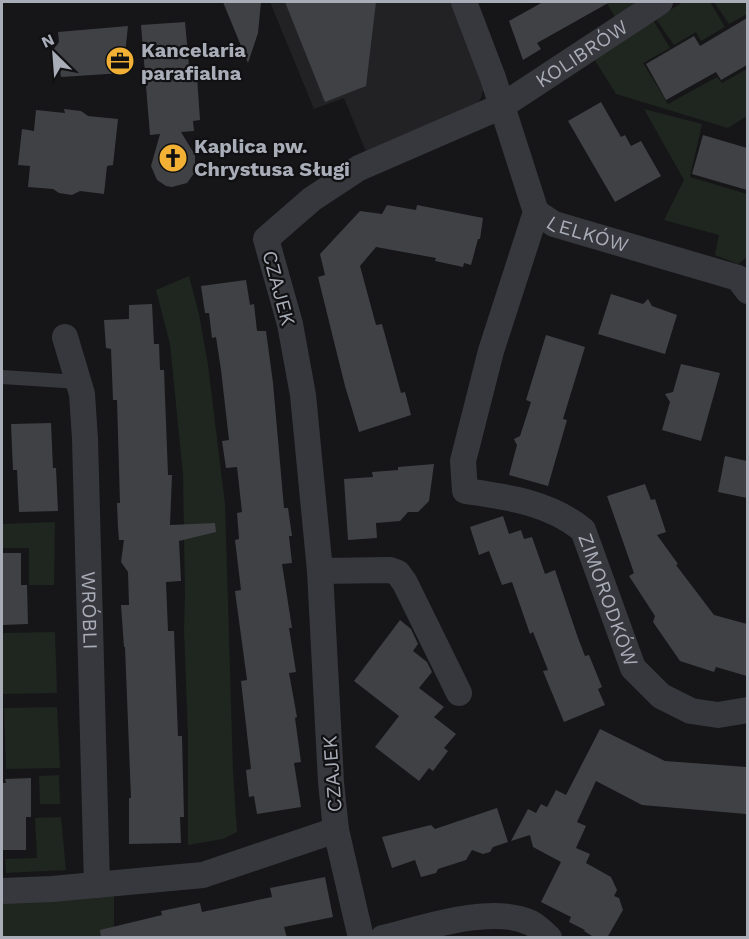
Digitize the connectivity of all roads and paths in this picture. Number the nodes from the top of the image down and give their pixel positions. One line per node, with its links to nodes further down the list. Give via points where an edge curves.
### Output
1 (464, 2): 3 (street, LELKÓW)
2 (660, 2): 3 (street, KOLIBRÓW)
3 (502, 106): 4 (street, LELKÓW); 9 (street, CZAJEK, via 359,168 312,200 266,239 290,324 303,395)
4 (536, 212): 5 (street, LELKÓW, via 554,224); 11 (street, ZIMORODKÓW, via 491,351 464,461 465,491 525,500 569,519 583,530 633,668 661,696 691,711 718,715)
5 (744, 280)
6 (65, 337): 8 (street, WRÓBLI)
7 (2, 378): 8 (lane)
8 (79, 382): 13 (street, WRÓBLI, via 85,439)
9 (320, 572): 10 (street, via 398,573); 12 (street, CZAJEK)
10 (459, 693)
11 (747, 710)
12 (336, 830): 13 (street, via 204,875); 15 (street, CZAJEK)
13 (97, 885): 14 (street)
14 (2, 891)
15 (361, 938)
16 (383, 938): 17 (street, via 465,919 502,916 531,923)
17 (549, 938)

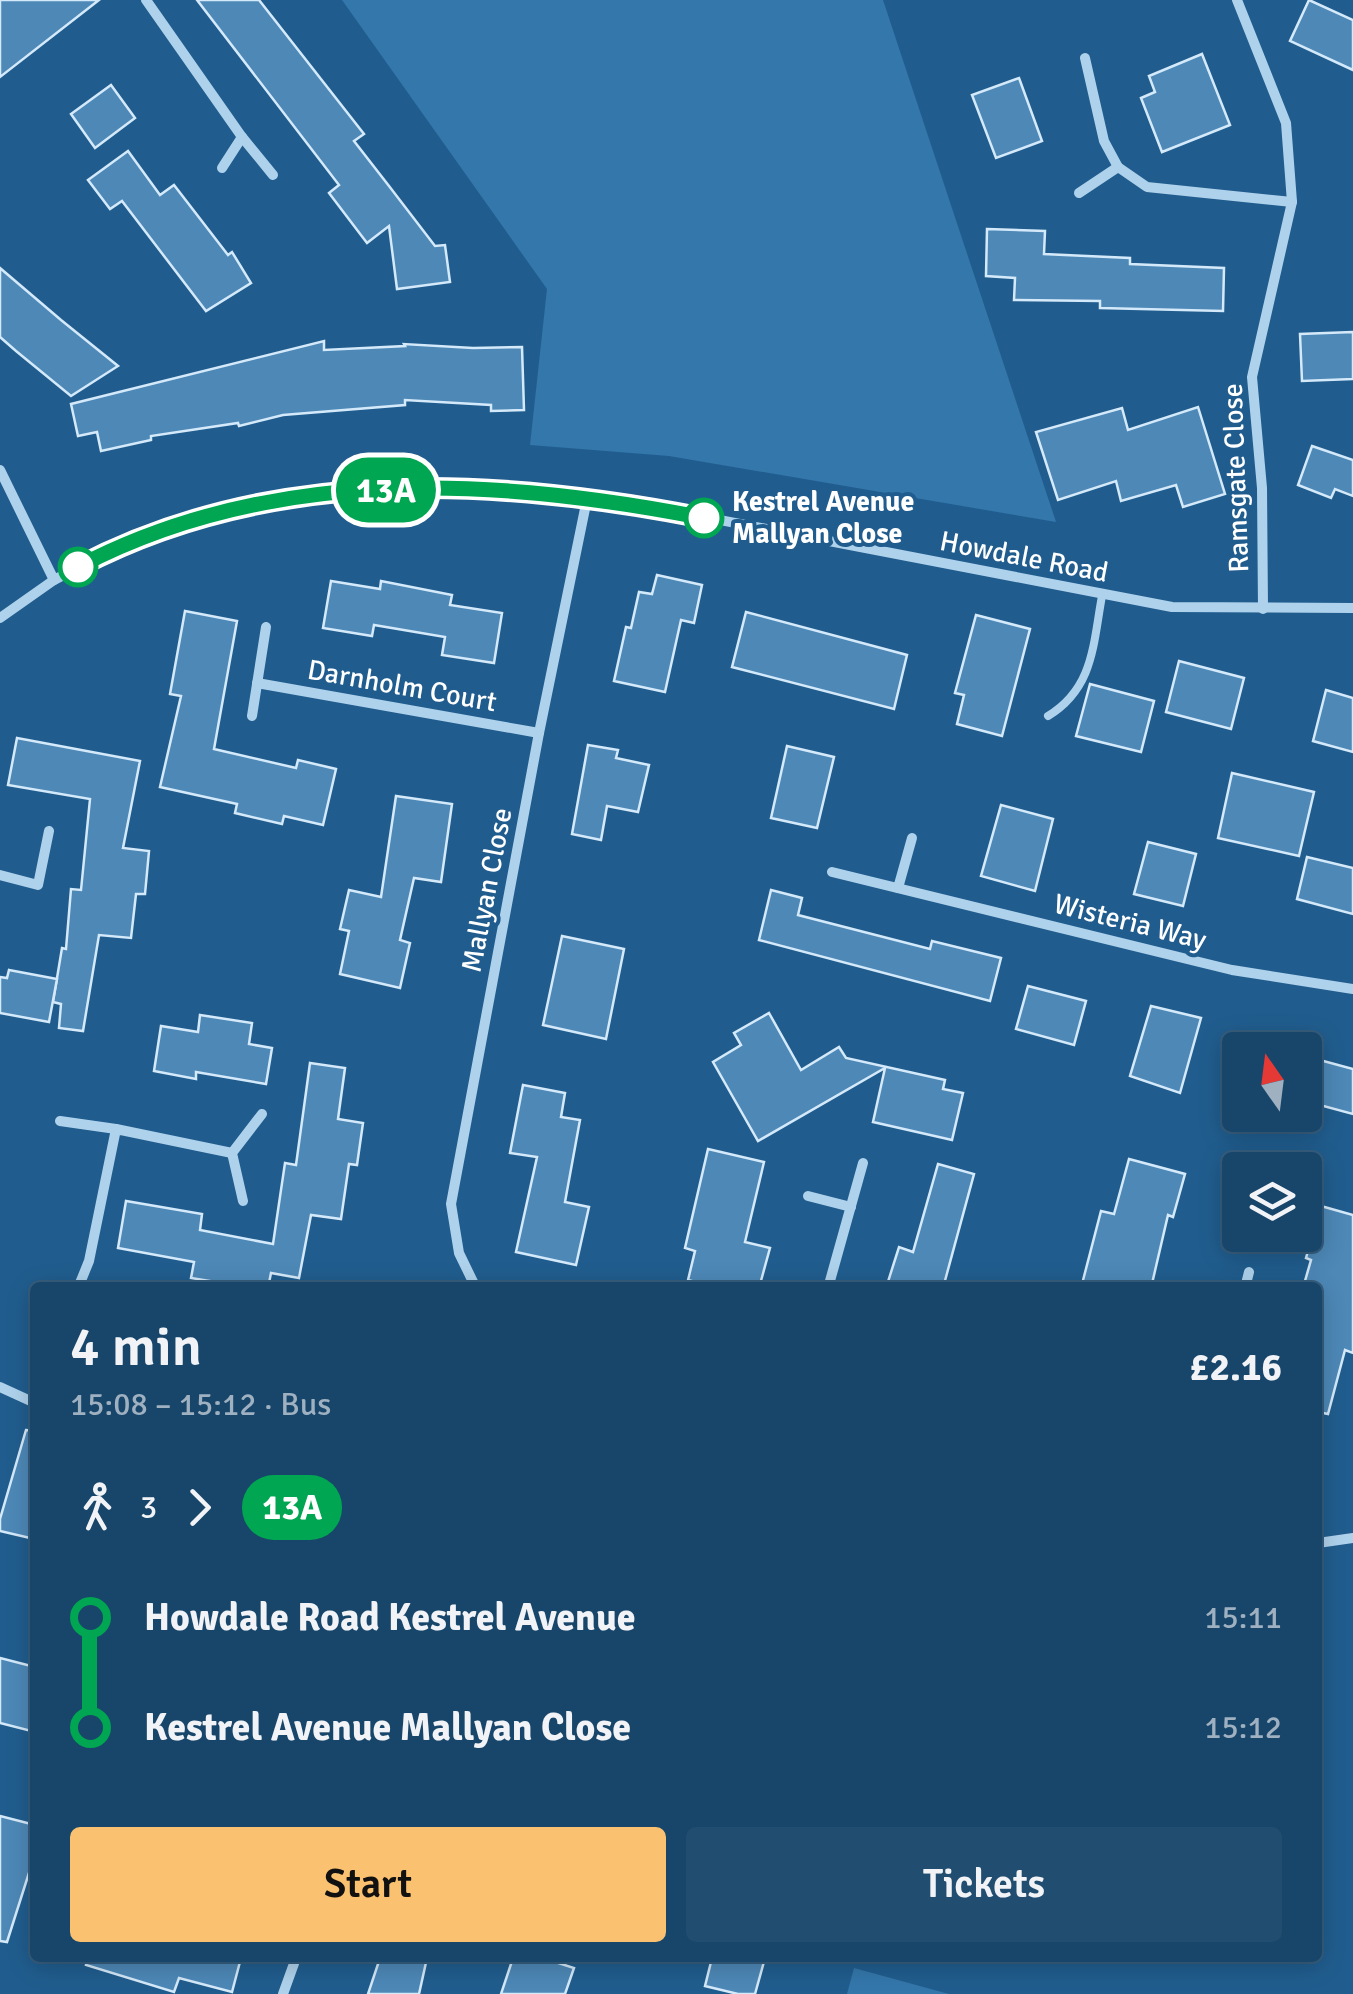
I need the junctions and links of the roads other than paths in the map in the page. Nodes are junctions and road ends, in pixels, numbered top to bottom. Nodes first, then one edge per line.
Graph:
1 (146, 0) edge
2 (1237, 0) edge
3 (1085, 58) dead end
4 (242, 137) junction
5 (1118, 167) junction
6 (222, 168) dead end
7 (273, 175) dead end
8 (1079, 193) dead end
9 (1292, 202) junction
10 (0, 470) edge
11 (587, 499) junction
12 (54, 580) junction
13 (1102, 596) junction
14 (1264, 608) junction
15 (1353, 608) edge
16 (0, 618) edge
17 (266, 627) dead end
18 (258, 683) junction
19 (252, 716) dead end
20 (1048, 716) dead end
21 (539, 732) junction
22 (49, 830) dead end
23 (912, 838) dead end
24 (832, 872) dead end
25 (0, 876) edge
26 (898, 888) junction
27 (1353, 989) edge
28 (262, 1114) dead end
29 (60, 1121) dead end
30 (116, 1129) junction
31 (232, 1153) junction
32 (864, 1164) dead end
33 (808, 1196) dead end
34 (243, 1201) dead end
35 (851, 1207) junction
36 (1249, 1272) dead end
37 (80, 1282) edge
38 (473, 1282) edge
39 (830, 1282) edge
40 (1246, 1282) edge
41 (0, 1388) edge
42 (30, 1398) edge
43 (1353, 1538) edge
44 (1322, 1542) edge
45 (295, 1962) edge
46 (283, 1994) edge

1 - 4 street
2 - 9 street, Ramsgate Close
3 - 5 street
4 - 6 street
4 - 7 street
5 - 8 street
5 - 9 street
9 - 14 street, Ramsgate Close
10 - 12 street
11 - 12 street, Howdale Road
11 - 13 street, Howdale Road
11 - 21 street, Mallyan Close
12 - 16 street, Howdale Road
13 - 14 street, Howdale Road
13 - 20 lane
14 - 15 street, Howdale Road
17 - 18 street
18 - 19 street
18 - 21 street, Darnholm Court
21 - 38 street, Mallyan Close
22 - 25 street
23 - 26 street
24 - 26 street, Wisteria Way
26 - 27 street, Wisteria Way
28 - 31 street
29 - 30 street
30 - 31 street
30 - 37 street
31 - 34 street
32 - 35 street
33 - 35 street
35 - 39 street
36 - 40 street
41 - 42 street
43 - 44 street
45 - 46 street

☆ ☆ ☆

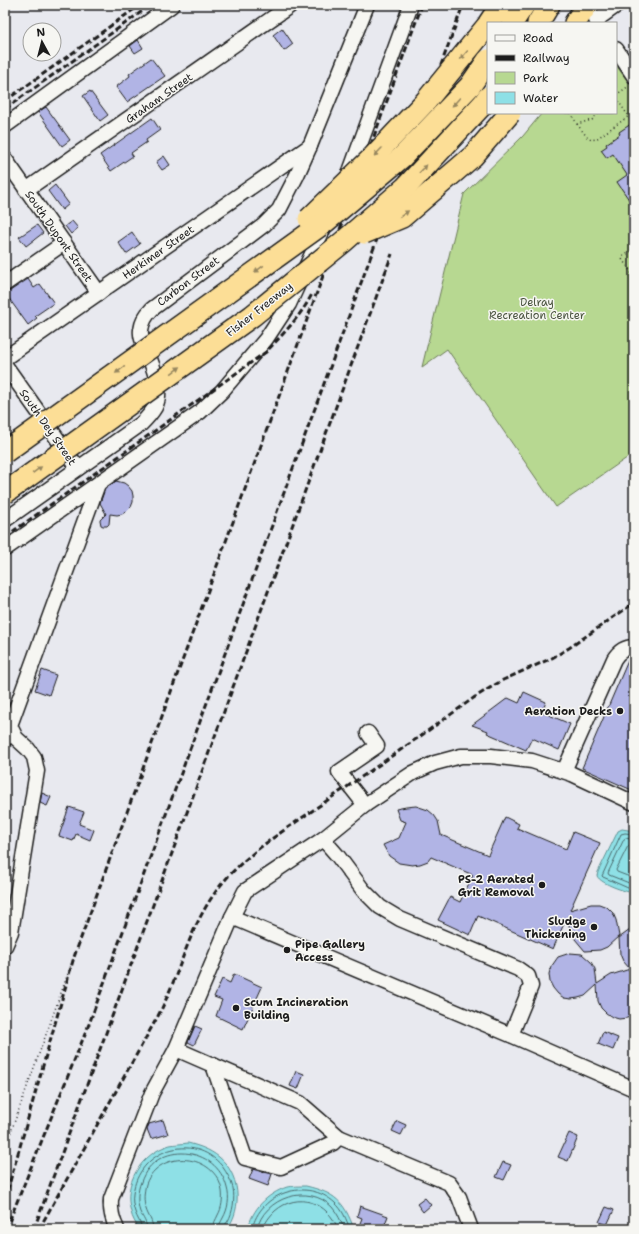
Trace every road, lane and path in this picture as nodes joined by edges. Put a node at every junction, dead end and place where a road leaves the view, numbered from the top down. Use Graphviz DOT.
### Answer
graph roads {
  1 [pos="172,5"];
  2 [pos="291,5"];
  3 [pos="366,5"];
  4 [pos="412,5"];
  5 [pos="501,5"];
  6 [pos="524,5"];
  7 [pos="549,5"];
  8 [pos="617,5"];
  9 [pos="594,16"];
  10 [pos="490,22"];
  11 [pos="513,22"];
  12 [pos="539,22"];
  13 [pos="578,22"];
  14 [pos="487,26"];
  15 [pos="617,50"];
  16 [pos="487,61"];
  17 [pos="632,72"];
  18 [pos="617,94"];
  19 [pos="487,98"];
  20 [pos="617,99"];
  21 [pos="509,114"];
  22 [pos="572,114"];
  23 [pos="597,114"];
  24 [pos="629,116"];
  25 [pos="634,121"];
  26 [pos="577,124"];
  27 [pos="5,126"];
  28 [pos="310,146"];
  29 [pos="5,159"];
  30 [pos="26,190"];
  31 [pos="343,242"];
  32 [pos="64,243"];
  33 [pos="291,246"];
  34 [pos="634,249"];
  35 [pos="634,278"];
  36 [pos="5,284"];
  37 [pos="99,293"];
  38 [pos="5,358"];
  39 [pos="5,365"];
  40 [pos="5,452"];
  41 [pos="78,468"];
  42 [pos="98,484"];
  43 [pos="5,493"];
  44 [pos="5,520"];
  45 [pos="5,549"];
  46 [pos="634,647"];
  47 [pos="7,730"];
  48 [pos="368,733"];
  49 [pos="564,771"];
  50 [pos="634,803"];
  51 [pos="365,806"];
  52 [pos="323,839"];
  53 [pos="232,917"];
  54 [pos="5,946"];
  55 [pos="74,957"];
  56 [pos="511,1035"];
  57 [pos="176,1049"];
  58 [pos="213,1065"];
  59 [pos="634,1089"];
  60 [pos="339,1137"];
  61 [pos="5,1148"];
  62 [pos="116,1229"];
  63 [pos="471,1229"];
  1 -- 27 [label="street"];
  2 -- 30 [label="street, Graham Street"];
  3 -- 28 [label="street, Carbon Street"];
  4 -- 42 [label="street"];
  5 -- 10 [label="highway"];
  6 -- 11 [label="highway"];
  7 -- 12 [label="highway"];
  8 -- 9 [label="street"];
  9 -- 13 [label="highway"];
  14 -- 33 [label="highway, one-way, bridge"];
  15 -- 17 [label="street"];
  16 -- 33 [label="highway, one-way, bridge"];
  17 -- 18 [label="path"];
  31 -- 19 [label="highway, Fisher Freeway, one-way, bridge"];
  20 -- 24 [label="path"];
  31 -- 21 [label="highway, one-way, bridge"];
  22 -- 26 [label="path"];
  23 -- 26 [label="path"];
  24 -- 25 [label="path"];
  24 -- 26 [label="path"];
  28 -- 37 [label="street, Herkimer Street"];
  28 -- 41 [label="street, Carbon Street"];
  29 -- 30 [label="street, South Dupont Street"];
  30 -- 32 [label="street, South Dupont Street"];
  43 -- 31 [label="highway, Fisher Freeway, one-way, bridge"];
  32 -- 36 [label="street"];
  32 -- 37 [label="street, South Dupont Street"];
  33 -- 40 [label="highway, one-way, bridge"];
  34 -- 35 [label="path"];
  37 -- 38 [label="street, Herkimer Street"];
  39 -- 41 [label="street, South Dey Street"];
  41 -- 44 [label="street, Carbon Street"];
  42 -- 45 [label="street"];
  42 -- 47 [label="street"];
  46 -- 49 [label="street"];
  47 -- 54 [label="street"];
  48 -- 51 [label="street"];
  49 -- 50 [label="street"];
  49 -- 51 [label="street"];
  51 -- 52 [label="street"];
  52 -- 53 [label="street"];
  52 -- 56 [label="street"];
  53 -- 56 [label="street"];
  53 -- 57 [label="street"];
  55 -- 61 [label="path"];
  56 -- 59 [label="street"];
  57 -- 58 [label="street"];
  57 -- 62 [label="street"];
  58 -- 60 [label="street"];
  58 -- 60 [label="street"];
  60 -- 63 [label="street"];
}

☆ ☆ ☆

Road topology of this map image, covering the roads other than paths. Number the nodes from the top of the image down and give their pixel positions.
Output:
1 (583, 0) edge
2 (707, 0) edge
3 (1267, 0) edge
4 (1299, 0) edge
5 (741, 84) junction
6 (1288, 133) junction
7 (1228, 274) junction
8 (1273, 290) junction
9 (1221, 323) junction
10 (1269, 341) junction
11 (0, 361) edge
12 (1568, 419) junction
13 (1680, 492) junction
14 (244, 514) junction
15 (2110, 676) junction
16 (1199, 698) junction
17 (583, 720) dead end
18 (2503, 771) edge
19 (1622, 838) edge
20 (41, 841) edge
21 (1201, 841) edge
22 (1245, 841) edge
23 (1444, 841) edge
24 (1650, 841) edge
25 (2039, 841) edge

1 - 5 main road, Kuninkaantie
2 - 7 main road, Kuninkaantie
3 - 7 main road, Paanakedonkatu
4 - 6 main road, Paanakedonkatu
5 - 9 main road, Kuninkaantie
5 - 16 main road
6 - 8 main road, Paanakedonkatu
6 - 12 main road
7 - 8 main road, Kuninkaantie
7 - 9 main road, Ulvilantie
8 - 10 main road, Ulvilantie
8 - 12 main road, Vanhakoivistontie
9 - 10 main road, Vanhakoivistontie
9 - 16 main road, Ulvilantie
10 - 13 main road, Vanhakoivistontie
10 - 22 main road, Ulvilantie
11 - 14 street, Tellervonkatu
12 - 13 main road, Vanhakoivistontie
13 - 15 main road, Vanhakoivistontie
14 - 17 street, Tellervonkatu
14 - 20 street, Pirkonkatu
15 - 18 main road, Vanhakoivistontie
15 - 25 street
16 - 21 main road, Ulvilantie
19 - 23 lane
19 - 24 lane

☆ ☆ ☆

WORK TO BE COMPLETED - Only the lines between the one with "Digitize the connectivity" and the one with "I need the junctions", those two included, get copied from the material above. Keep it exact and free of pictures.

RESPONSE -
Digitize the connectivity of all roads and paths in this picture. Number the nodes from the top of the image down and give their pixel positions. One line per node, with its links to nodes further down the list. Give via points where an edge curves.
### Output
1 (464, 2): 3 (street, LELKÓW)
2 (660, 2): 3 (street, KOLIBRÓW)
3 (502, 106): 4 (street, LELKÓW); 9 (street, CZAJEK, via 359,168 312,200 266,239 290,324 303,395)
4 (536, 212): 5 (street, LELKÓW, via 554,224); 11 (street, ZIMORODKÓW, via 491,351 464,461 465,491 525,500 569,519 583,530 633,668 661,696 691,711 718,715)
5 (744, 280)
6 (65, 337): 8 (street, WRÓBLI)
7 (2, 378): 8 (lane)
8 (79, 382): 13 (street, WRÓBLI, via 85,439)
9 (320, 572): 10 (street, via 398,573); 12 (street, CZAJEK)
10 (459, 693)
11 (747, 710)
12 (336, 830): 13 (street, via 204,875); 15 (street, CZAJEK)
13 (97, 885): 14 (street)
14 (2, 891)
15 (361, 938)
16 (383, 938): 17 (street, via 465,919 502,916 531,923)
17 (549, 938)

I need the junctions and links of the roads other than paths in the map in the page. Nodes are junctions and road ends, in pixels, numbered top to bottom. Nodes first, then one edge per line.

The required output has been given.